Task to complete
Take the data that sits below and write it out again exactly.

Dataset extract
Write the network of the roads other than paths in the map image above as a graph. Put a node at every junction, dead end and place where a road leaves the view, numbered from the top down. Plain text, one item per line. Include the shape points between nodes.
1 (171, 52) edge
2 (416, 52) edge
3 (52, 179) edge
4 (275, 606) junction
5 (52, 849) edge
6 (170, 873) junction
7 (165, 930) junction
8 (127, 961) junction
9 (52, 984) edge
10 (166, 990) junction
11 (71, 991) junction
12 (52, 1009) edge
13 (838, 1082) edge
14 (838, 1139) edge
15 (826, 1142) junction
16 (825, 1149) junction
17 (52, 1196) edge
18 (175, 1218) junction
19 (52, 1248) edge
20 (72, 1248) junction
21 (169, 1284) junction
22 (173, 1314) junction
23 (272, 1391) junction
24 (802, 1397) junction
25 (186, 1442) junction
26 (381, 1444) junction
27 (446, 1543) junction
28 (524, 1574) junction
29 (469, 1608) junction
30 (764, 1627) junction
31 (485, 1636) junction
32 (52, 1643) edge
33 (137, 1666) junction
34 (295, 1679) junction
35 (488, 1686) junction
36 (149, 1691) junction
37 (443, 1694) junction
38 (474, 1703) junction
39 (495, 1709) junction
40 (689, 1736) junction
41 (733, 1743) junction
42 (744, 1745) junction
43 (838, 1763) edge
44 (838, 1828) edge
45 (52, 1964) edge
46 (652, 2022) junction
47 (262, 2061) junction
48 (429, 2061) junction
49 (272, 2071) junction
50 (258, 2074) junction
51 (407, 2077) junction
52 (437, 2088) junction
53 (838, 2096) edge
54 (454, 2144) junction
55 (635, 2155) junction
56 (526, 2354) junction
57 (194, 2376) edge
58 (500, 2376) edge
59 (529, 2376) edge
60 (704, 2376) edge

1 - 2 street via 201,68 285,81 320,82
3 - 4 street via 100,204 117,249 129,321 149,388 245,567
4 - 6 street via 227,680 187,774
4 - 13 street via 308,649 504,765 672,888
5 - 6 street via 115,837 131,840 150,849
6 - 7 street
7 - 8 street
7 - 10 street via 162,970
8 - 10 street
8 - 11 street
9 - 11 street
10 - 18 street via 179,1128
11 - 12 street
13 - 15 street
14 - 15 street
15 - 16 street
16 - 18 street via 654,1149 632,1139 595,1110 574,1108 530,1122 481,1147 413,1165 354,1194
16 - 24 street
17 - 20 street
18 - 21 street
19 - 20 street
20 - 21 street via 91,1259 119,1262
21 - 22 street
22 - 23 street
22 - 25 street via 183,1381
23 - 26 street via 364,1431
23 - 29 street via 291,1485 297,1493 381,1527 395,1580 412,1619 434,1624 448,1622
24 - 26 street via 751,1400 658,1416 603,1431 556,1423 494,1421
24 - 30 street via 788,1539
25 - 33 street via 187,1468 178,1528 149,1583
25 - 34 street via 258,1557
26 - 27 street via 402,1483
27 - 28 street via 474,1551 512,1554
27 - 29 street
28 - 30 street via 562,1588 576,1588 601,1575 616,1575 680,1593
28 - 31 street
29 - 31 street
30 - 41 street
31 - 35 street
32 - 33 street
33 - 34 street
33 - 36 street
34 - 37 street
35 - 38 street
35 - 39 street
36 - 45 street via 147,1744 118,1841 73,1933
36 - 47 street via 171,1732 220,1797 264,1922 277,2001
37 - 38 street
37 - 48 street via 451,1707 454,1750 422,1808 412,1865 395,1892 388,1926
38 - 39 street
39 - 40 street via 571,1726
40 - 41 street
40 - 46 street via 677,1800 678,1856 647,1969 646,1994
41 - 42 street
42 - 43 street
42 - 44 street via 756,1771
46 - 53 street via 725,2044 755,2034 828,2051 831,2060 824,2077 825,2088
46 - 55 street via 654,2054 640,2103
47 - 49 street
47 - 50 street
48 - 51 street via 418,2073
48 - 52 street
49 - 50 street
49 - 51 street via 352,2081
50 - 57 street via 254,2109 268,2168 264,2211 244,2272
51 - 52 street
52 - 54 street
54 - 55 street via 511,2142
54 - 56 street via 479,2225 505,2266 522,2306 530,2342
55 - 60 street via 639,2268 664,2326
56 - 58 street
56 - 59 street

Answer space
Write the network of the roads other than paths in the map image above as a graph. Put a node at every junction, dead end and place where a road leaves the view, numbered from the top down. Plain text, one item per line. Include the shape points between nodes.
1 (171, 52) edge
2 (416, 52) edge
3 (52, 179) edge
4 (275, 606) junction
5 (52, 849) edge
6 (170, 873) junction
7 (165, 930) junction
8 (127, 961) junction
9 (52, 984) edge
10 (166, 990) junction
11 (71, 991) junction
12 (52, 1009) edge
13 (838, 1082) edge
14 (838, 1139) edge
15 (826, 1142) junction
16 (825, 1149) junction
17 (52, 1196) edge
18 (175, 1218) junction
19 (52, 1248) edge
20 (72, 1248) junction
21 (169, 1284) junction
22 (173, 1314) junction
23 (272, 1391) junction
24 (802, 1397) junction
25 (186, 1442) junction
26 (381, 1444) junction
27 (446, 1543) junction
28 (524, 1574) junction
29 (469, 1608) junction
30 (764, 1627) junction
31 (485, 1636) junction
32 (52, 1643) edge
33 (137, 1666) junction
34 (295, 1679) junction
35 (488, 1686) junction
36 (149, 1691) junction
37 (443, 1694) junction
38 (474, 1703) junction
39 (495, 1709) junction
40 (689, 1736) junction
41 (733, 1743) junction
42 (744, 1745) junction
43 (838, 1763) edge
44 (838, 1828) edge
45 (52, 1964) edge
46 (652, 2022) junction
47 (262, 2061) junction
48 (429, 2061) junction
49 (272, 2071) junction
50 (258, 2074) junction
51 (407, 2077) junction
52 (437, 2088) junction
53 (838, 2096) edge
54 (454, 2144) junction
55 (635, 2155) junction
56 (526, 2354) junction
57 (194, 2376) edge
58 (500, 2376) edge
59 (529, 2376) edge
60 (704, 2376) edge

1 - 2 street via 201,68 285,81 320,82
3 - 4 street via 100,204 117,249 129,321 149,388 245,567
4 - 6 street via 227,680 187,774
4 - 13 street via 308,649 504,765 672,888
5 - 6 street via 115,837 131,840 150,849
6 - 7 street
7 - 8 street
7 - 10 street via 162,970
8 - 10 street
8 - 11 street
9 - 11 street
10 - 18 street via 179,1128
11 - 12 street
13 - 15 street
14 - 15 street
15 - 16 street
16 - 18 street via 654,1149 632,1139 595,1110 574,1108 530,1122 481,1147 413,1165 354,1194
16 - 24 street
17 - 20 street
18 - 21 street
19 - 20 street
20 - 21 street via 91,1259 119,1262
21 - 22 street
22 - 23 street
22 - 25 street via 183,1381
23 - 26 street via 364,1431
23 - 29 street via 291,1485 297,1493 381,1527 395,1580 412,1619 434,1624 448,1622
24 - 26 street via 751,1400 658,1416 603,1431 556,1423 494,1421
24 - 30 street via 788,1539
25 - 33 street via 187,1468 178,1528 149,1583
25 - 34 street via 258,1557
26 - 27 street via 402,1483
27 - 28 street via 474,1551 512,1554
27 - 29 street
28 - 30 street via 562,1588 576,1588 601,1575 616,1575 680,1593
28 - 31 street
29 - 31 street
30 - 41 street
31 - 35 street
32 - 33 street
33 - 34 street
33 - 36 street
34 - 37 street
35 - 38 street
35 - 39 street
36 - 45 street via 147,1744 118,1841 73,1933
36 - 47 street via 171,1732 220,1797 264,1922 277,2001
37 - 38 street
37 - 48 street via 451,1707 454,1750 422,1808 412,1865 395,1892 388,1926
38 - 39 street
39 - 40 street via 571,1726
40 - 41 street
40 - 46 street via 677,1800 678,1856 647,1969 646,1994
41 - 42 street
42 - 43 street
42 - 44 street via 756,1771
46 - 53 street via 725,2044 755,2034 828,2051 831,2060 824,2077 825,2088
46 - 55 street via 654,2054 640,2103
47 - 49 street
47 - 50 street
48 - 51 street via 418,2073
48 - 52 street
49 - 50 street
49 - 51 street via 352,2081
50 - 57 street via 254,2109 268,2168 264,2211 244,2272
51 - 52 street
52 - 54 street
54 - 55 street via 511,2142
54 - 56 street via 479,2225 505,2266 522,2306 530,2342
55 - 60 street via 639,2268 664,2326
56 - 58 street
56 - 59 street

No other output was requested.